BTW, thanks for the primer info. Unfortunately it didn’t contain any info that was new to me. I have no trouble with anything in the hard-crack spectrum. Only chewy candy eludes me. Caramel is becoming my nemesis.
I made a more forgiving recipe yesterday – a coconut candy which is something like the inside of a Mounds bar – intenetionally partially crystallized – covered in dark chocolate. NUMS!
LOL, I’ve done that, except I left the can intact (which the label says NEVER EVER to do, but millions of Brazillians, can’t be wrong, right?) It takes about 4-6 hours of boiling, plus consistent topping up of the water (if the can isn’t fully covered you have problems) and the result is a viscous, delicious paste, more like Dulce de leche. Tasty, but not the thing I had in mind. It’s a pain, anyway (caramel’s a pain too, obvously, but it doesn’t take all afternoon)
You are correct regarding the temperature for “soft ball” but I would once again remind you of StarvingButStrong’s suggestion of calibrating your thermometer.

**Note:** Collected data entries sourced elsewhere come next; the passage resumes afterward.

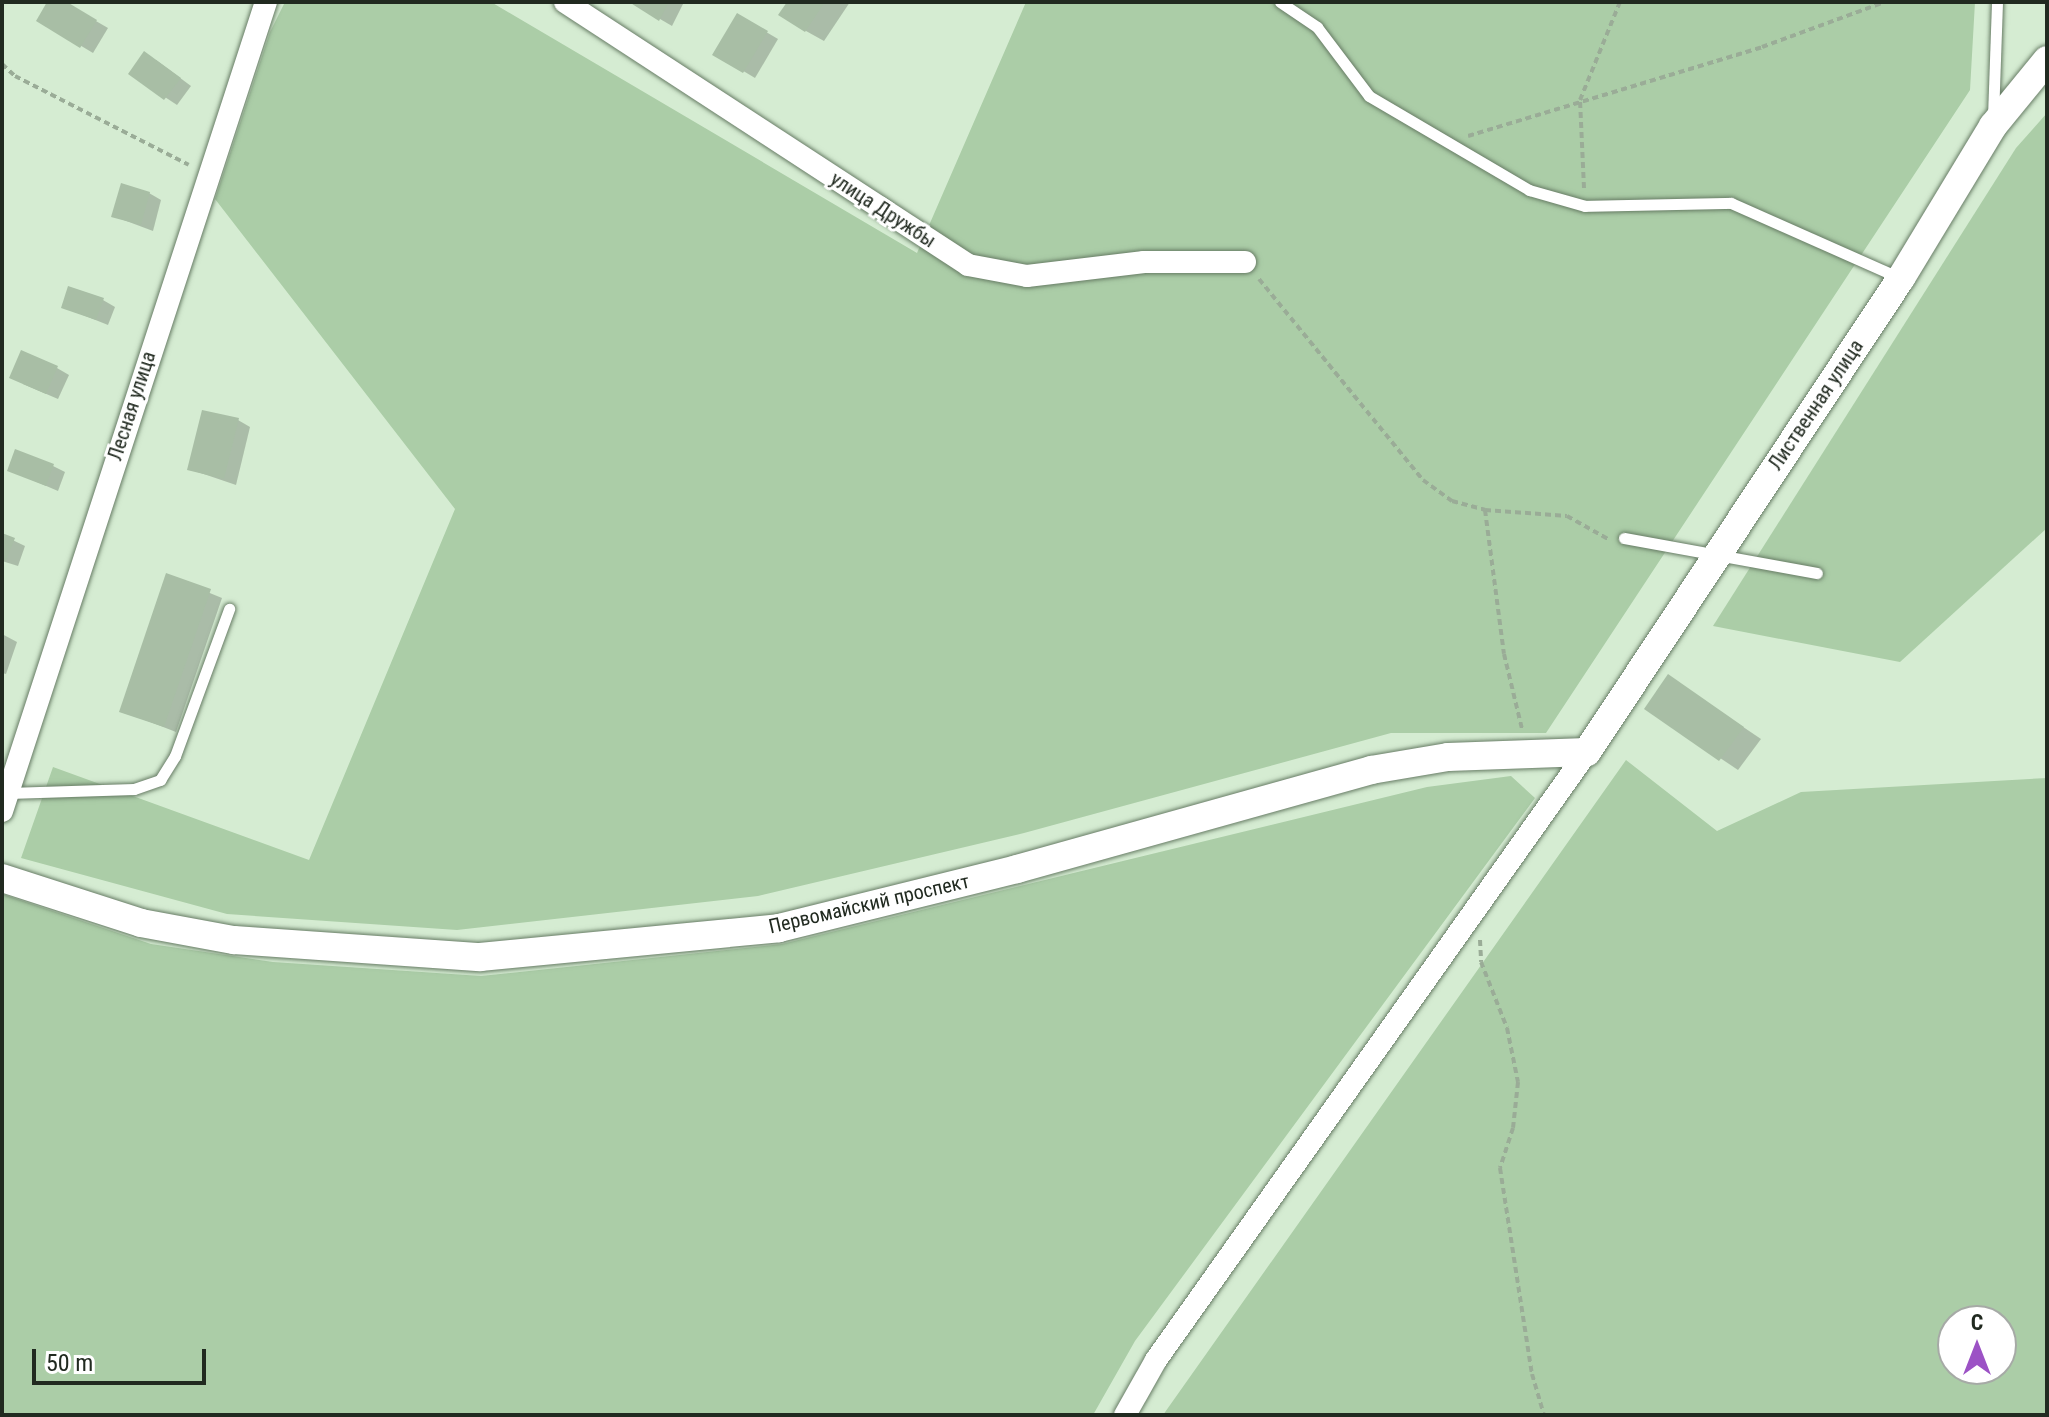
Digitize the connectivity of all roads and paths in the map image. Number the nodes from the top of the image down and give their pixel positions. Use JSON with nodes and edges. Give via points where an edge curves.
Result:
{"nodes":[{"id":1,"x":266,"y":2,"type":"edge"},
{"id":2,"x":565,"y":2,"type":"edge"},
{"id":3,"x":1280,"y":2,"type":"edge"},
{"id":4,"x":1620,"y":2,"type":"edge"},
{"id":5,"x":1885,"y":2,"type":"edge"},
{"id":6,"x":1997,"y":2,"type":"edge"},
{"id":7,"x":2047,"y":60,"type":"edge"},
{"id":8,"x":2,"y":64,"type":"edge"},
{"id":9,"x":1580,"y":100,"type":"junction"},
{"id":10,"x":1993,"y":126,"type":"junction"},
{"id":11,"x":1443,"y":144,"type":"junction"},
{"id":12,"x":207,"y":174,"type":"junction"},
{"id":13,"x":1585,"y":206,"type":"junction"},
{"id":14,"x":1245,"y":262,"type":"joint"},
{"id":15,"x":1901,"y":278,"type":"junction"},
{"id":16,"x":1485,"y":510,"type":"junction"},
{"id":17,"x":1624,"y":538,"type":"joint"},
{"id":18,"x":1718,"y":552,"type":"junction"},
{"id":19,"x":1817,"y":573,"type":"dead end"},
{"id":20,"x":229,"y":609,"type":"dead end"},
{"id":21,"x":1587,"y":752,"type":"junction"},
{"id":22,"x":1529,"y":754,"type":"junction"},
{"id":23,"x":5,"y":802,"type":"edge"},
{"id":24,"x":2,"y":878,"type":"edge"},
{"id":25,"x":1480,"y":937,"type":"dead end"},
{"id":26,"x":1125,"y":1415,"type":"edge"},
{"id":27,"x":1544,"y":1415,"type":"edge"}],
"edges":[{"from":1,"to":12,"type":"street","name":"Лесная улица"},
{"from":2,"to":14,"type":"street","name":"улица Дружбы","via":[[968,265],[1027,276],[1144,262]]},
{"from":3,"to":11,"type":"lane","via":[[1317,27],[1369,96]]},
{"from":4,"to":9,"type":"path"},
{"from":5,"to":9,"type":"path","via":[[1762,47]]},
{"from":6,"to":10,"type":"lane"},
{"from":7,"to":10,"type":"street","name":"Лиственная улица"},
{"from":8,"to":12,"type":"path","via":[[15,76]]},
{"from":9,"to":11,"type":"path"},
{"from":9,"to":13,"type":"path"},
{"from":10,"to":15,"type":"street","name":"Лиственная улица"},
{"from":11,"to":13,"type":"lane","via":[[1529,190]]},
{"from":12,"to":23,"type":"street","name":"Лесная улица"},
{"from":13,"to":15,"type":"lane","via":[[1731,203]]},
{"from":14,"to":16,"type":"path","via":[[1423,480],[1452,501]]},
{"from":15,"to":18,"type":"street","name":"Лиственная улица"},
{"from":16,"to":17,"type":"path","via":[[1567,516],[1605,539]]},
{"from":16,"to":22,"type":"path","via":[[1504,654]]},
{"from":17,"to":18,"type":"lane"},
{"from":18,"to":19,"type":"lane"},
{"from":18,"to":21,"type":"street","name":"Лиственная улица"},
{"from":20,"to":23,"type":"lane","via":[[175,756],[160,780],[134,789]]},
{"from":21,"to":22,"type":"street","name":"Первомайский проспект"},
{"from":21,"to":26,"type":"street","via":[[1156,1360]]},
{"from":22,"to":24,"type":"street","name":"Первомайский проспект","via":[[1448,757],[1371,770],[1017,869],[779,928],[480,957],[234,940],[141,923]]},
{"from":25,"to":27,"type":"path","via":[[1481,962],[1507,1028],[1518,1082],[1513,1128],[1500,1168],[1532,1374]]}]}
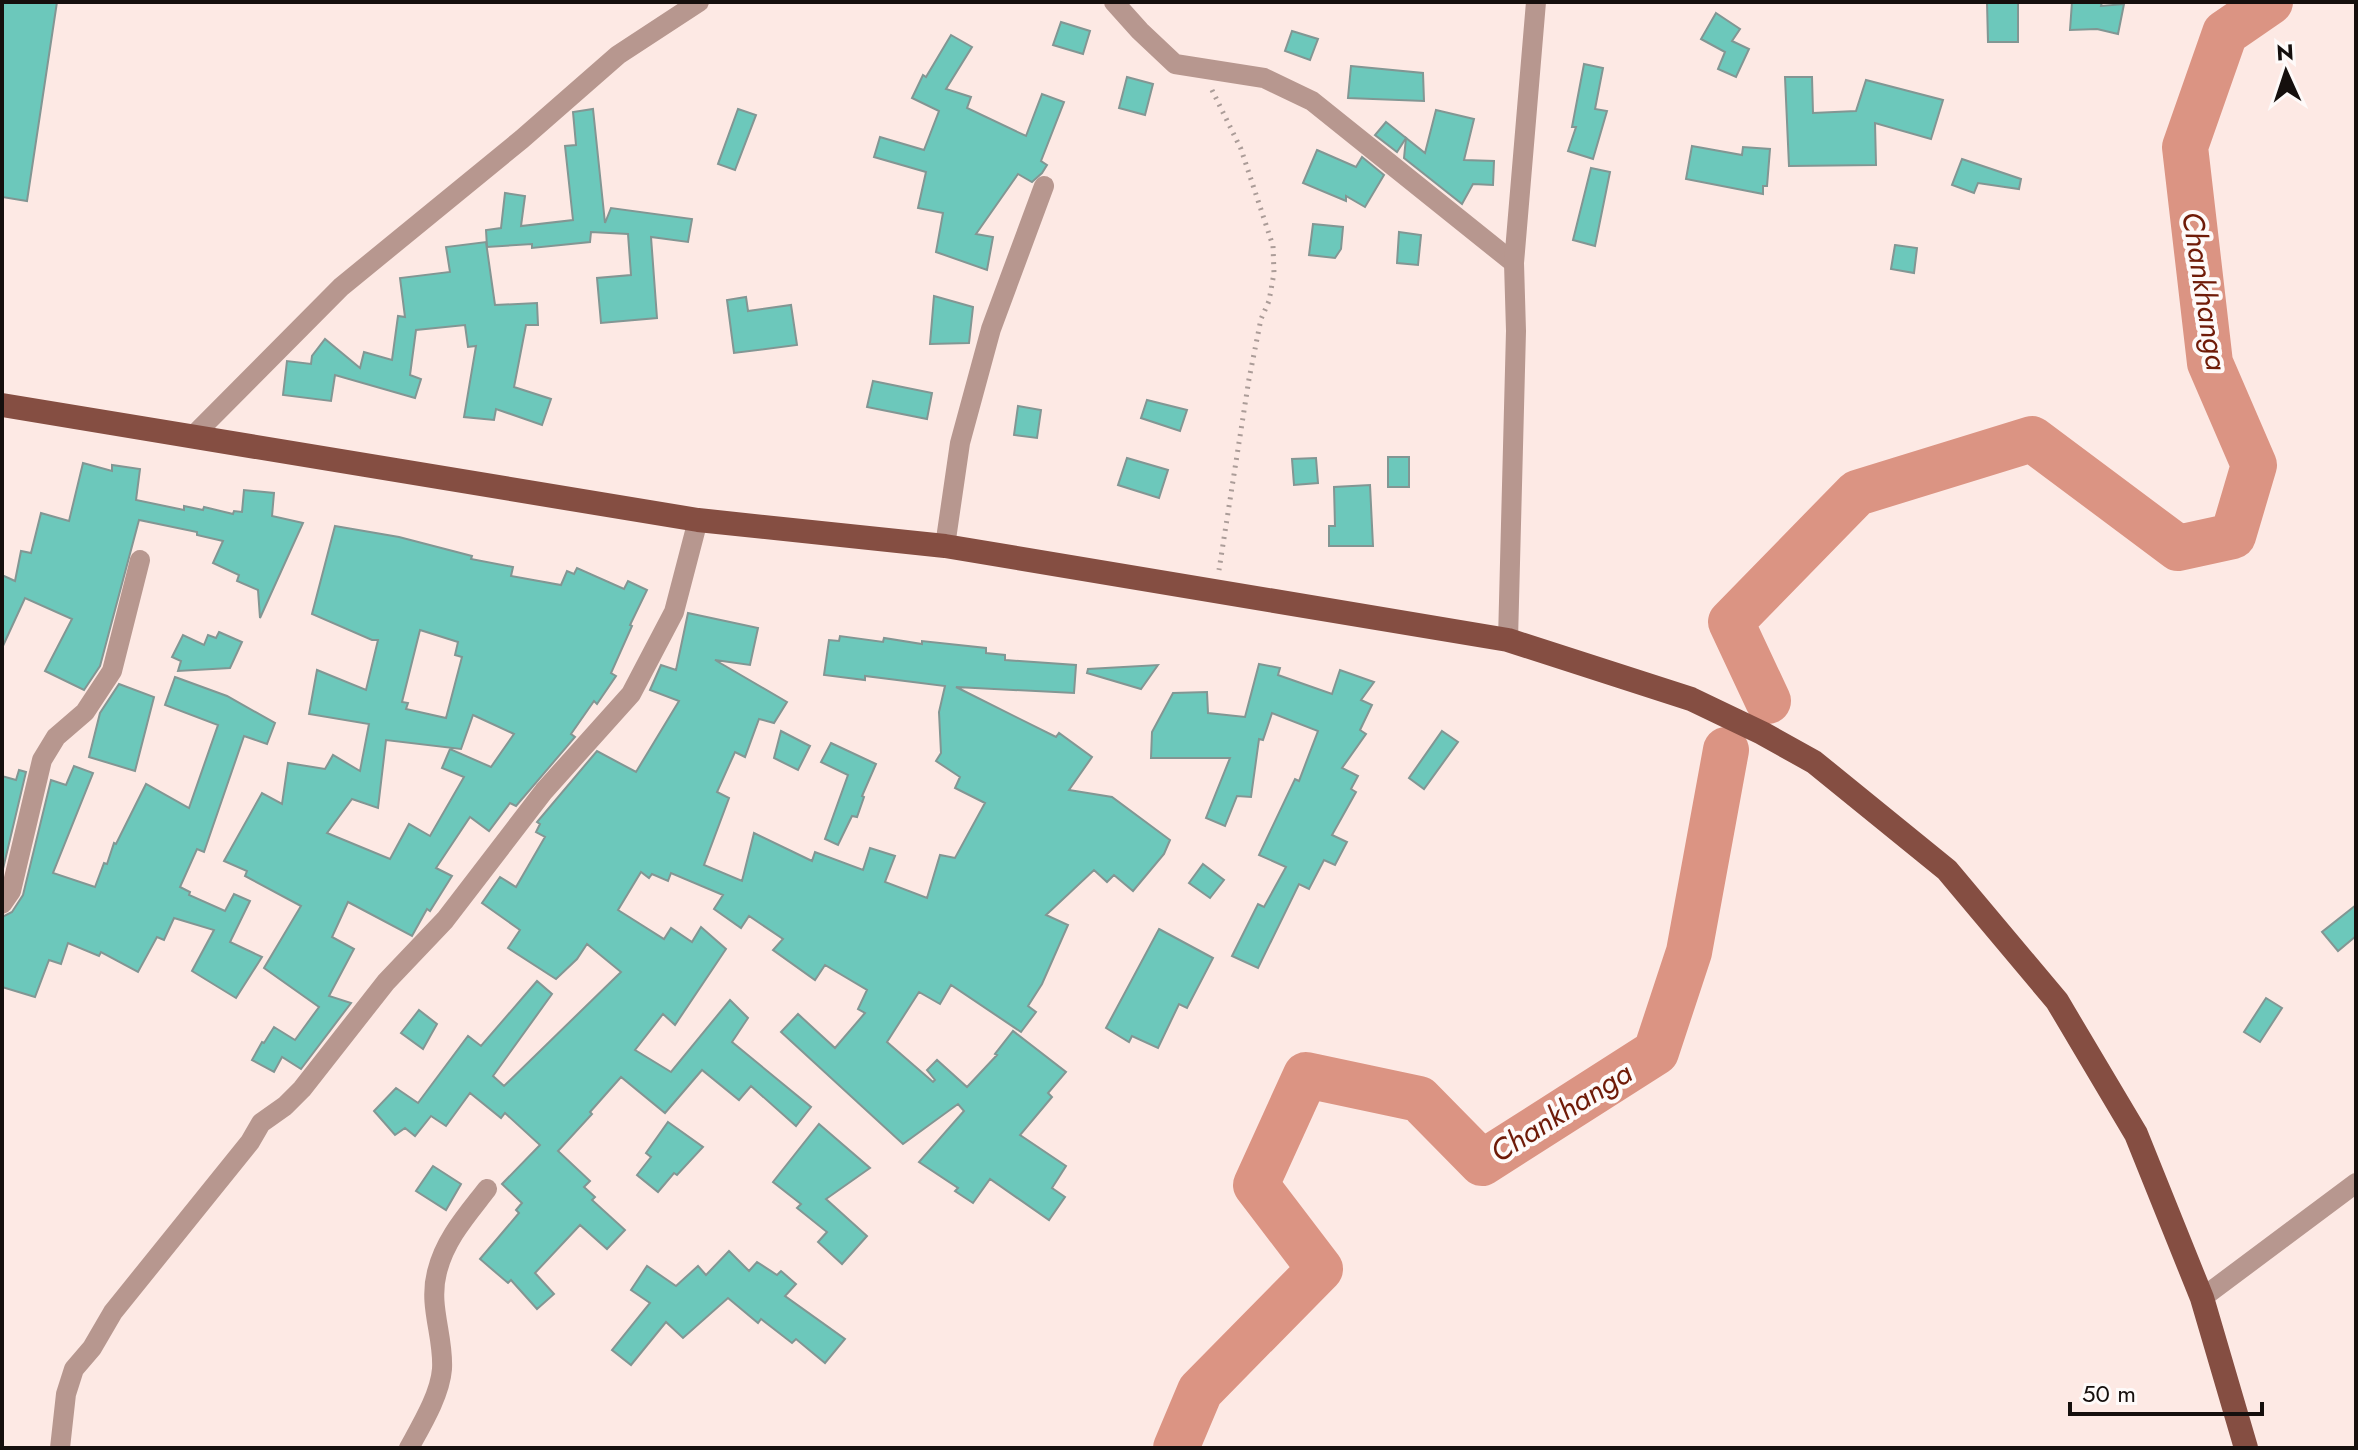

If the problem is sugar cystallization then the same reference (Sherry Yard’s Secrets of Baking) suggests that you make sure to use new sugar, keep everything spotlessly clean, and don’t add anything that could act as a seed for crystallization to start. Use a metal spoon and, if necessary, the addition of a small amount of acidity (for example, in the form of lemon juice) can also prevent crystallization.